Tepede gördüğünüz, Turkuvaz medya grubuna mensup Yeni Asır gazetesinin dün, yani 6 Ağustos Cuma günkü manşeti. Yanyana sekiz kamusal kişiliğin, popüler kültür alanıyla sınırlı kanaat önderinin, yeni moda deyimiyle influencer’ın fotoğrafı (hemen ekleyeyim ki istisnasız hepsinin ismini ilk defa duyuyorum). Her birinin altında hem kişisel hakaretler (haddini aşan, demode, gözü dönen, aşk hayatıyla gündemden düşmeyen), hem de ağır siyasî suçlamalar: Her fırsatta Türkiye’yi karalıyor… dış güçleri yardıma çağırdı… İngilizce mesajla yabancıları müdahaleye çağırdı… Yani işte tam o “dış” korkusu, tepeden tırnağa. Fakat neymiş yani; ne yapmışlar da hedef tahtasına oturtulmuşlar? Okuyunca anlıyorsunuz ki (a) hükümetin orman yangınları karşısındaki tutumu ve mücadelesini yetersiz bulmuşlar; (b) HelpTurkey postuna da katılmış, imza vermişler. Sırf bu yüzden, manşetten topluca soruluyor kendilerine: “Siz hangi ülkenin sanatçılarısınız?” Bu tehditkâr dışlayıcılığın gerekçesi de sürmanşette veriliyor: “Türkiye’nin çıkarını düşünmeyenler.”

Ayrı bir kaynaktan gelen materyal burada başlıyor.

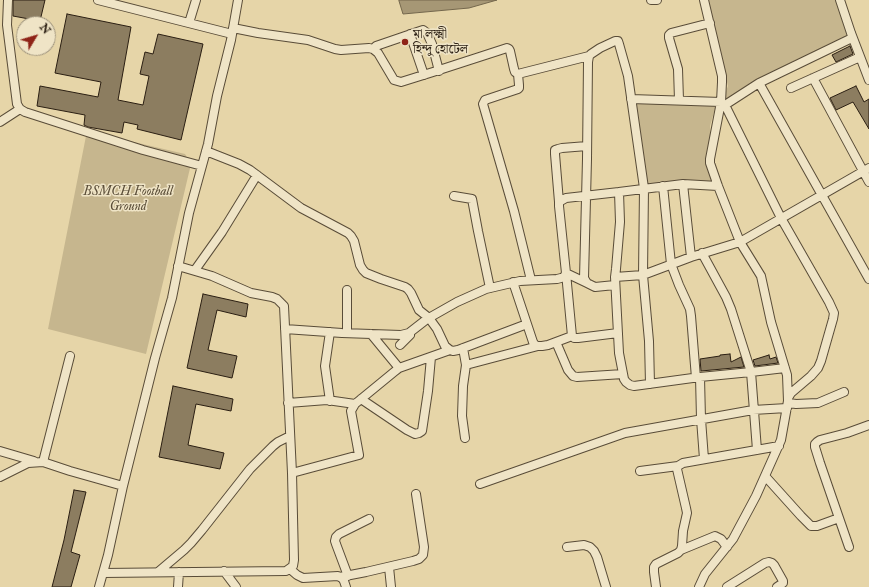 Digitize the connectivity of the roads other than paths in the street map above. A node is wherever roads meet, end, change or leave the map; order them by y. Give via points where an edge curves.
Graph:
1 (8, 0) edge
2 (98, 0) edge
3 (196, 0) edge
4 (238, 0) edge
5 (651, 0) edge
6 (657, 0) edge
7 (704, 0) edge
8 (840, 0) edge
9 (189, 23) junction
10 (710, 23) junction
11 (233, 31) junction
12 (410, 34) junction
13 (852, 38) junction
14 (373, 49) junction
15 (589, 56) junction
16 (860, 57) junction
17 (439, 70) junction
18 (518, 74) junction
19 (424, 75) junction
20 (813, 78) junction
21 (869, 78) edge
22 (759, 83) junction
23 (791, 88) dead end
24 (631, 99) junction
25 (679, 100) junction
26 (723, 104) junction
27 (20, 109) junction
28 (0, 122) edge
29 (587, 146) junction
30 (206, 151) junction
31 (202, 166) junction
32 (866, 170) edge
33 (257, 175) junction
34 (869, 182) edge
35 (683, 184) junction
36 (663, 186) junction
37 (718, 186) junction
38 (644, 188) junction
39 (619, 192) junction
40 (822, 195) junction
41 (454, 196) dead end
42 (586, 196) junction
43 (560, 202) junction
44 (781, 218) junction
45 (740, 242) junction
46 (702, 253) junction
47 (691, 257) junction
48 (671, 264) junction
49 (178, 266) junction
50 (194, 270) junction
51 (566, 273) junction
52 (643, 274) junction
53 (869, 279) edge
54 (531, 280) junction
55 (615, 281) junction
56 (513, 282) junction
57 (587, 283) junction
58 (490, 288) junction
59 (347, 290) dead end
60 (429, 318) junction
61 (527, 324) junction
62 (284, 329) junction
63 (330, 332) junction
64 (347, 333) junction
65 (409, 333) junction
66 (618, 333) junction
67 (371, 334) junction
68 (572, 336) junction
69 (556, 342) junction
70 (400, 345) dead end
71 (538, 346) junction
72 (463, 348) junction
73 (450, 350) junction
74 (70, 356) dead end
75 (431, 357) junction
76 (466, 365) junction
77 (399, 368) junction
78 (786, 368) junction
79 (751, 372) junction
80 (623, 374) junction
81 (698, 378) junction
82 (650, 384) junction
83 (844, 392) dead end
84 (330, 401) junction
85 (358, 401) junction
86 (288, 403) junction
87 (787, 405) junction
88 (753, 410) junction
89 (701, 419) junction
90 (869, 425) edge
91 (290, 436) junction
92 (465, 438) dead end
93 (779, 446) junction
94 (757, 450) junction
95 (0, 451) edge
96 (704, 459) junction
97 (34, 462) junction
98 (43, 462) junction
99 (678, 466) junction
100 (640, 471) dead end
101 (292, 473) junction
102 (0, 476) edge
103 (765, 476) junction
104 (480, 484) dead end
105 (123, 486) junction
106 (416, 494) dead end
107 (839, 518) junction
108 (369, 519) dead end
109 (567, 547) dead end
110 (726, 547) junction
111 (849, 547) dead end
112 (681, 550) junction
113 (389, 567) junction
114 (290, 569) junction
115 (158, 572) junction
116 (179, 572) junction
117 (224, 572) junction
118 (102, 573) junction
119 (344, 576) junction
120 (99, 587) edge
121 (178, 587) edge
122 (236, 587) edge
123 (346, 587) edge
124 (391, 587) edge
125 (606, 587) edge
126 (656, 587) edge
127 (700, 587) edge
128 (727, 587) edge
129 (777, 587) edge

1 - 27 street via 7,25 17,104
2 - 9 street
3 - 9 street
4 - 11 street
5 - 6 street
7 - 10 street
8 - 13 street
9 - 11 street
10 - 25 street via 669,35 678,72
10 - 26 street via 722,76
11 - 14 street via 308,40 332,49
11 - 30 street
12 - 14 street
12 - 17 street via 423,30 427,33
12 - 19 street
13 - 16 street
13 - 22 street
14 - 19 street via 394,80 401,82
15 - 18 street
15 - 24 street via 600,48 618,41 628,76
15 - 29 street
16 - 20 street
16 - 21 street
17 - 18 street via 508,48 515,72
17 - 19 street
18 - 54 street via 518,89 485,100 483,104
20 - 23 street
20 - 32 street
22 - 26 street
22 - 40 street
24 - 25 street
24 - 38 street
25 - 26 street
26 - 37 street via 710,159
26 - 44 street
27 - 28 street
27 - 31 street via 136,148
29 - 42 street
29 - 43 street via 555,150
30 - 31 street
30 - 33 street
31 - 49 street
32 - 34 street
32 - 40 street
33 - 50 street via 222,232
33 - 60 street via 301,208 348,233 354,241 363,270 405,287 411,293 419,310
35 - 36 street
35 - 37 street
35 - 47 street
36 - 38 street
36 - 48 street
37 - 45 street
38 - 39 street
38 - 52 street
39 - 42 street
39 - 55 street via 620,222
40 - 44 street
40 - 53 street
41 - 58 street via 472,199
42 - 43 street via 566,198
42 - 57 street via 584,278
43 - 51 street
44 - 45 street
44 - 87 street via 834,313 818,368 791,393
45 - 46 street
45 - 78 street via 761,276 771,322
46 - 47 street
46 - 79 street via 731,309
47 - 48 street
48 - 52 street
48 - 81 street via 690,309
49 - 50 street
49 - 105 street
50 - 62 street via 251,293 277,299 284,306
51 - 54 street via 564,277 557,279
51 - 57 street
51 - 68 street
52 - 55 street
52 - 82 street
54 - 56 street
55 - 57 street via 595,287
55 - 66 street
56 - 58 street
56 - 61 street
58 - 60 street via 457,302
59 - 64 street
60 - 65 street
60 - 73 street
61 - 71 street via 533,342
61 - 72 street
62 - 63 street
62 - 86 street
63 - 64 street
63 - 84 street via 325,366
64 - 67 street
65 - 67 street
65 - 70 street
66 - 68 street via 578,338
66 - 80 street
67 - 77 street
68 - 69 street
69 - 71 street
69 - 80 street via 573,376
71 - 76 street
72 - 73 street
72 - 76 street
73 - 75 street
74 - 98 street
75 - 77 street
75 - 85 street via 422,431 419,433 407,430
76 - 92 street via 462,416
77 - 85 street
78 - 79 street
78 - 87 street
79 - 81 street
79 - 88 street
80 - 82 street via 630,385
81 - 82 street
81 - 89 street
83 - 87 street via 818,403
84 - 85 street
84 - 86 street
85 - 101 street via 351,411 359,455
86 - 91 street
87 - 88 street
87 - 93 street
88 - 89 street
88 - 94 street
89 - 96 street
89 - 104 street via 625,433
90 - 107 street via 820,440 815,444
91 - 101 street
91 - 115 street via 273,446 250,469 191,543
93 - 94 street
93 - 103 street
94 - 96 street
95 - 97 street
96 - 99 street
97 - 98 street
97 - 102 street
98 - 105 street
99 - 100 street
99 - 112 street via 686,508
101 - 114 street via 294,560
103 - 107 street via 811,526
103 - 110 street via 733,539
105 - 118 street
106 - 113 street via 423,555
107 - 111 street
108 - 119 street via 336,537
109 - 125 street via 584,546 594,551
110 - 112 street via 715,536
110 - 127 street via 704,574
112 - 126 street via 656,564 652,570
113 - 119 street
113 - 124 street
114 - 117 street
114 - 119 street via 303,578
115 - 116 street
115 - 118 street
116 - 117 street
116 - 121 street
117 - 122 street
118 - 120 street
119 - 123 street via 342,578
128 - 129 street via 769,562 774,565 783,581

Küçük bir sorun var tabii: Türkiye’nin çıkarı nedir? Bunu kim biliyor ve belirliyor? Bir ülkenin, bir toplumun çıkarını sadece ve sadece iktidar mı tanımlar? Yani hükümetin dediğiyle ve dolayısıyla hükümetin kendisiyle özdeş midir millî çıkar? Herhangi bir konuda, derhal ve kestirmeden iktidarın tavrını mı benimsememiz gerekir, millî çıkar budur diye? En azından prensip düzeyinde, demokratik bir ülkede yaşıyoruz (veya öyle zannediyoruz diyelim). Demokrasinin normali, herkesin her konuda farklı görüş ve yorumlarının olabilmesidir. Buna millî çıkar da dahildir, orman yangınlarının niçin ve neden çıkmış olabileceği de dahildir, sabotaj olup olmadığı da dahildir, devletin yeterli araçlarla, yeterli bir mücadele verip vermediği de dahildir.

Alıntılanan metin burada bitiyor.